もちろん、そういう人ばかりじゃないかもしれないけど、少しずつ工夫しながら、自分の特技や他の人にはできないことを見つけたり作ったりすると、それが自信になってまた次の自信になると思う。 だから、それを自信の玉手箱に一つずつ入れていくの。 工夫することはいろんな発想を生み出してくれるしね」

一つ一つの言葉の背後には、それぞれが生きてきたリアルな経験や時間が込められていました。

対話から見つけた、自分らしく歩む未来

交流後、生徒たちは「初めて、視覚障がいのある人が大人として社会で生きている姿を想像できた」と話し、口々に感想を語っていました。

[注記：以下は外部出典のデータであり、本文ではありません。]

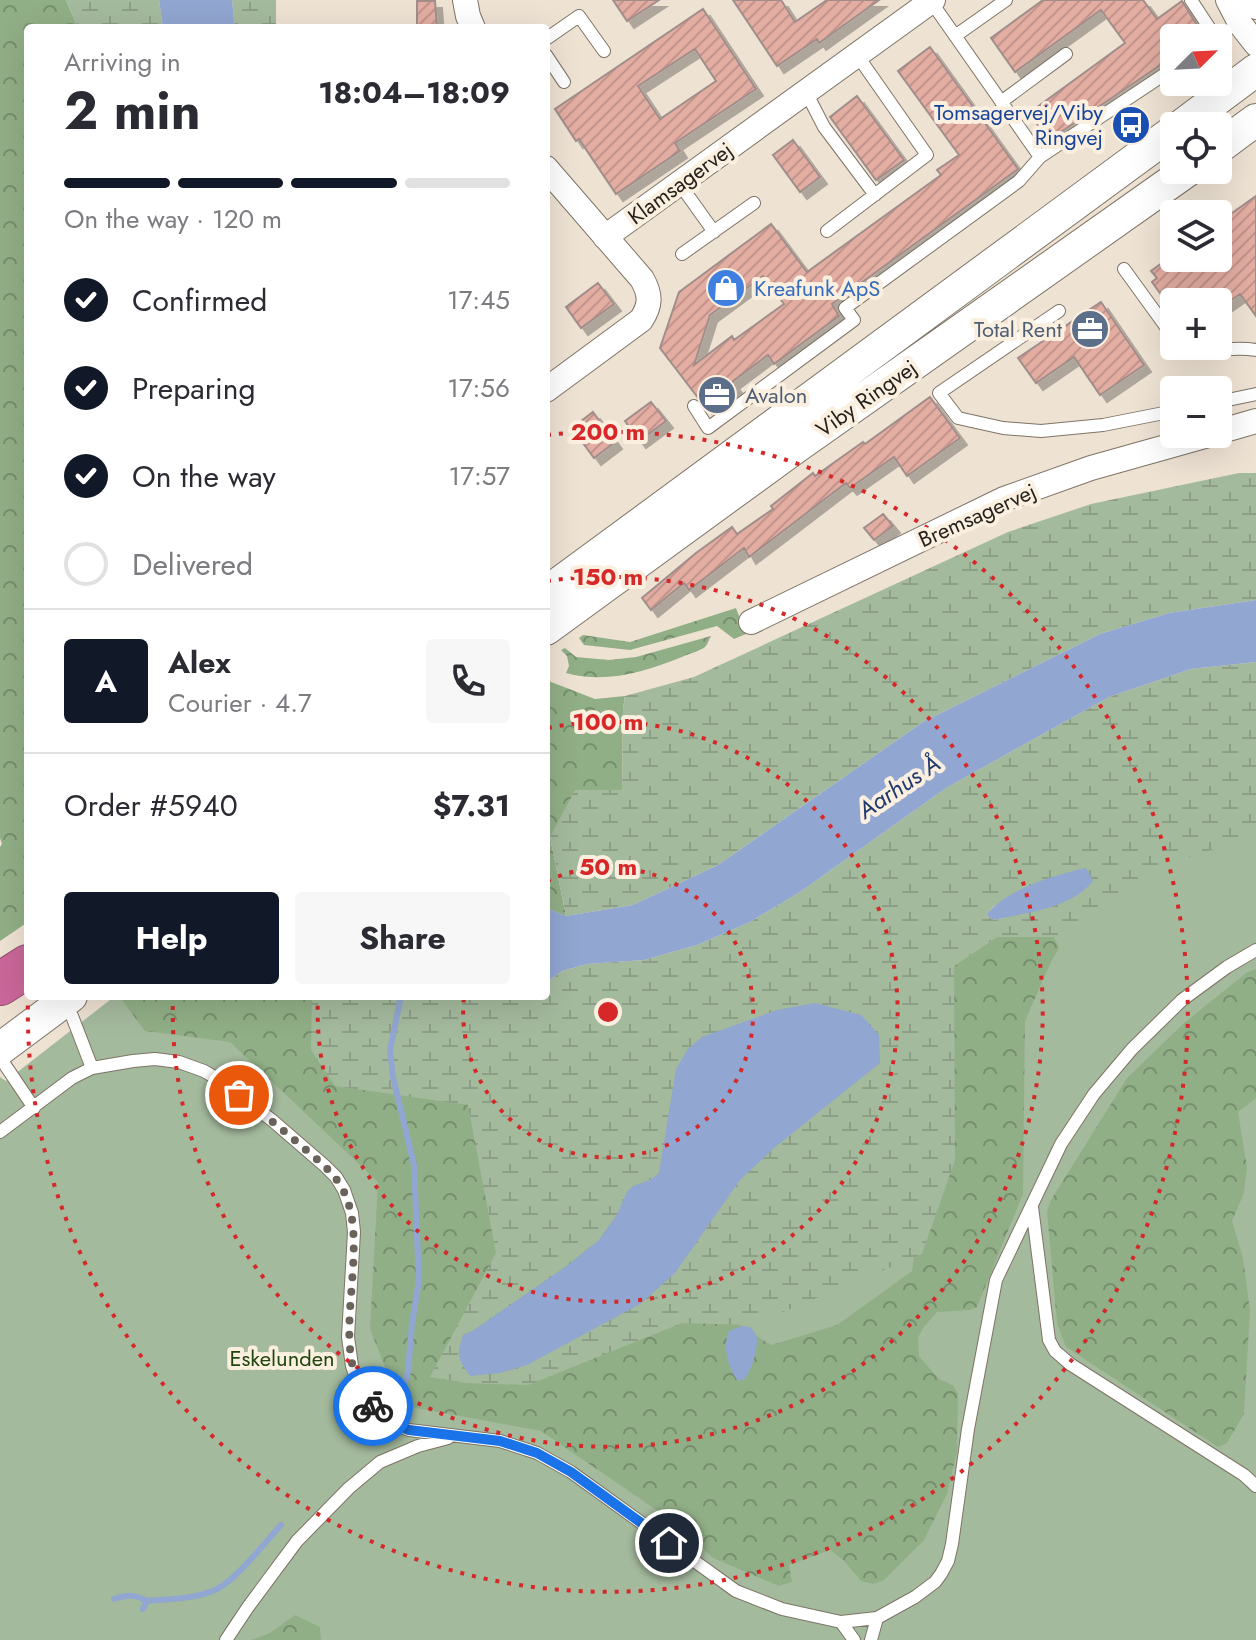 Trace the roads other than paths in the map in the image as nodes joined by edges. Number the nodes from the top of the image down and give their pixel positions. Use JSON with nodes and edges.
{"nodes":[{"id":1,"x":465,"y":0,"type":"edge"},
{"id":2,"x":931,"y":0,"type":"edge"},
{"id":3,"x":1006,"y":0,"type":"edge"},
{"id":4,"x":1191,"y":0,"type":"edge"},
{"id":5,"x":1228,"y":0,"type":"edge"},
{"id":6,"x":1250,"y":0,"type":"edge"},
{"id":7,"x":1256,"y":7,"type":"edge"},
{"id":8,"x":471,"y":24,"type":"edge"},
{"id":9,"x":1207,"y":24,"type":"edge"},
{"id":10,"x":550,"y":36,"type":"edge"},
{"id":11,"x":955,"y":36,"type":"junction"},
{"id":12,"x":1256,"y":44,"type":"edge"},
{"id":13,"x":604,"y":51,"type":"dead end"},
{"id":14,"x":1066,"y":54,"type":"dead end"},
{"id":15,"x":857,"y":55,"type":"junction"},
{"id":16,"x":550,"y":61,"type":"edge"},
{"id":17,"x":1256,"y":70,"type":"edge"},
{"id":18,"x":1160,"y":77,"type":"edge"},
{"id":19,"x":564,"y":82,"type":"dead end"},
{"id":20,"x":806,"y":92,"type":"junction"},
{"id":21,"x":1001,"y":102,"type":"junction"},
{"id":22,"x":1200,"y":112,"type":"edge"},
{"id":23,"x":1256,"y":120,"type":"edge"},
{"id":24,"x":1232,"y":138,"type":"edge"},
{"id":25,"x":1160,"y":141,"type":"edge"},
{"id":26,"x":1040,"y":157,"type":"junction"},
{"id":27,"x":550,"y":173,"type":"edge"},
{"id":28,"x":679,"y":183,"type":"junction"},
{"id":29,"x":1168,"y":184,"type":"edge"},
{"id":30,"x":875,"y":195,"type":"junction"},
{"id":31,"x":754,"y":203,"type":"dead end"},
{"id":32,"x":827,"y":231,"type":"dead end"},
{"id":33,"x":714,"y":232,"type":"junction"},
{"id":34,"x":605,"y":237,"type":"junction"},
{"id":35,"x":682,"y":254,"type":"dead end"},
{"id":36,"x":1124,"y":269,"type":"dead end"},
{"id":37,"x":1059,"y":311,"type":"dead end"},
{"id":38,"x":1160,"y":319,"type":"edge"},
{"id":39,"x":1232,"y":348,"type":"edge"},
{"id":40,"x":1256,"y":350,"type":"edge"},
{"id":41,"x":550,"y":387,"type":"edge"},
{"id":42,"x":1256,"y":394,"type":"edge"},
{"id":43,"x":1232,"y":399,"type":"edge"},
{"id":44,"x":694,"y":406,"type":"dead end"},
{"id":45,"x":1160,"y":414,"type":"edge"},
{"id":46,"x":1256,"y":421,"type":"edge"},
{"id":47,"x":1232,"y":428,"type":"edge"},
{"id":48,"x":1162,"y":448,"type":"edge"},
{"id":49,"x":550,"y":590,"type":"edge"},
{"id":50,"x":751,"y":622,"type":"dead end"},
{"id":51,"x":550,"y":626,"type":"edge"},
{"id":52,"x":1256,"y":950,"type":"edge"},
{"id":53,"x":24,"y":970,"type":"edge"},
{"id":54,"x":24,"y":971,"type":"edge"},
{"id":55,"x":0,"y":984,"type":"edge"},
{"id":56,"x":0,"y":991,"type":"edge"},
{"id":57,"x":38,"y":1000,"type":"edge"},
{"id":58,"x":72,"y":1006,"type":"edge"},
{"id":59,"x":0,"y":1028,"type":"edge"},
{"id":60,"x":2,"y":1057,"type":"edge"},
{"id":61,"x":92,"y":1068,"type":"junction"},
{"id":62,"x":34,"y":1108,"type":"junction"},
{"id":63,"x":0,"y":1132,"type":"edge"},
{"id":64,"x":1032,"y":1207,"type":"junction"},
{"id":65,"x":1015,"y":1240,"type":"junction"},
{"id":66,"x":1037,"y":1243,"type":"junction"},
{"id":67,"x":393,"y":1424,"type":"junction"},
{"id":68,"x":455,"y":1436,"type":"junction"},
{"id":69,"x":400,"y":1453,"type":"junction"},
{"id":70,"x":1256,"y":1486,"type":"edge"},
{"id":71,"x":877,"y":1618,"type":"junction"},
{"id":72,"x":841,"y":1622,"type":"junction"},
{"id":73,"x":226,"y":1640,"type":"edge"},
{"id":74,"x":854,"y":1640,"type":"edge"},
{"id":75,"x":871,"y":1640,"type":"edge"}],
"edges":[{"from":1,"to":8,"type":"street"},
{"from":2,"to":11,"type":"lane"},
{"from":2,"to":15,"type":"street","name":"Klamsagervej"},
{"from":3,"to":11,"type":"lane"},
{"from":4,"to":9,"type":"lane"},
{"from":5,"to":12,"type":"street"},
{"from":6,"to":7,"type":"street"},
{"from":10,"to":13,"type":"lane"},
{"from":11,"to":21,"type":"lane"},
{"from":14,"to":21,"type":"lane"},
{"from":15,"to":20,"type":"street","name":"Klamsagervej"},
{"from":15,"to":30,"type":"lane"},
{"from":16,"to":19,"type":"lane"},
{"from":17,"to":22,"type":"main road"},
{"from":18,"to":26,"type":"lane"},
{"from":20,"to":28,"type":"street","name":"Klamsagervej"},
{"from":20,"to":30,"type":"lane"},
{"from":21,"to":26,"type":"lane"},
{"from":23,"to":24,"type":"main road"},
{"from":25,"to":49,"type":"main road","name":"Viby Ringvej"},
{"from":26,"to":44,"type":"lane"},
{"from":27,"to":34,"type":"street"},
{"from":28,"to":33,"type":"lane"},
{"from":28,"to":34,"type":"street","name":"Klamsagervej"},
{"from":29,"to":51,"type":"main road","name":"Viby Ringvej"},
{"from":30,"to":32,"type":"lane"},
{"from":31,"to":33,"type":"lane"},
{"from":33,"to":35,"type":"lane"},
{"from":34,"to":41,"type":"street","name":"Klamsagervej"},
{"from":36,"to":38,"type":"lane"},
{"from":37,"to":45,"type":"lane"},
{"from":39,"to":40,"type":"lane"},
{"from":42,"to":43,"type":"lane"},
{"from":46,"to":47,"type":"street"},
{"from":48,"to":50,"type":"street","name":"Bremsagervej"},
{"from":52,"to":64,"type":"lane"},
{"from":53,"to":55,"type":"highway"},
{"from":54,"to":56,"type":"main road"},
{"from":57,"to":59,"type":"main road"},
{"from":58,"to":60,"type":"main road"},
{"from":58,"to":61,"type":"lane"},
{"from":60,"to":62,"type":"lane"},
{"from":61,"to":62,"type":"lane"},
{"from":61,"to":67,"type":"lane"},
{"from":62,"to":63,"type":"lane"},
{"from":64,"to":65,"type":"lane"},
{"from":64,"to":66,"type":"lane"},
{"from":65,"to":66,"type":"lane"},
{"from":65,"to":71,"type":"lane"},
{"from":66,"to":70,"type":"lane"},
{"from":67,"to":68,"type":"lane"},
{"from":67,"to":69,"type":"lane"},
{"from":68,"to":69,"type":"lane"},
{"from":68,"to":72,"type":"lane"},
{"from":69,"to":73,"type":"lane"},
{"from":71,"to":72,"type":"lane"},
{"from":71,"to":75,"type":"lane"},
{"from":72,"to":74,"type":"lane"}]}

「白杖って、"障がいがある"ことを見せる道具みたいで、持つのがすごく怖かった。 でも今日、皆さんが"相棒"って言ってくれて、考え方が変わった気がします」

「不安だったけれど、"大人になっても大丈夫かもしれない"って思えた」
「頑張れって言われるより、こうして直接話を聞けたのがよかった」
「誰かの話が、自分の未来につながっているような気がした」

ある生徒は、みんなの前でこんな感想を伝えました。

「僕たちは、鳥みたいだなって思う。 鳥は馬のように早くは走れないけど、翼があるから遠くに飛べる。 鳥と馬を比べるようなもんだと思ったら、それって無駄だよなって思う。 なんかそんなイメージが思い浮かんだ」

今回の対話は、見えないことの不便さや難しさを語り合うだけでなく、その中で自分らしく生きていく方法があることを、静かにしっかりと伝える場になっていました。

「見えないからこそ工夫すること、誰かと支え合うことは、特別なことじゃなくて、誰もがしていること」

アテンドの一人が語ったこの言葉をはじめ、皆さんと生徒たちの交流の様子を周りで聞いていた学校の教員、視覚障がいのないスタッフにとっても、深く響く言葉がたくさん見つかった時間でした。

ベネッセこども基金は、この一歩を確実に現場での実践につなげ、社会にはさまざまな人がいるということを肯定的に体感する機会のお手伝いに、引き続き尽力したいと考えています。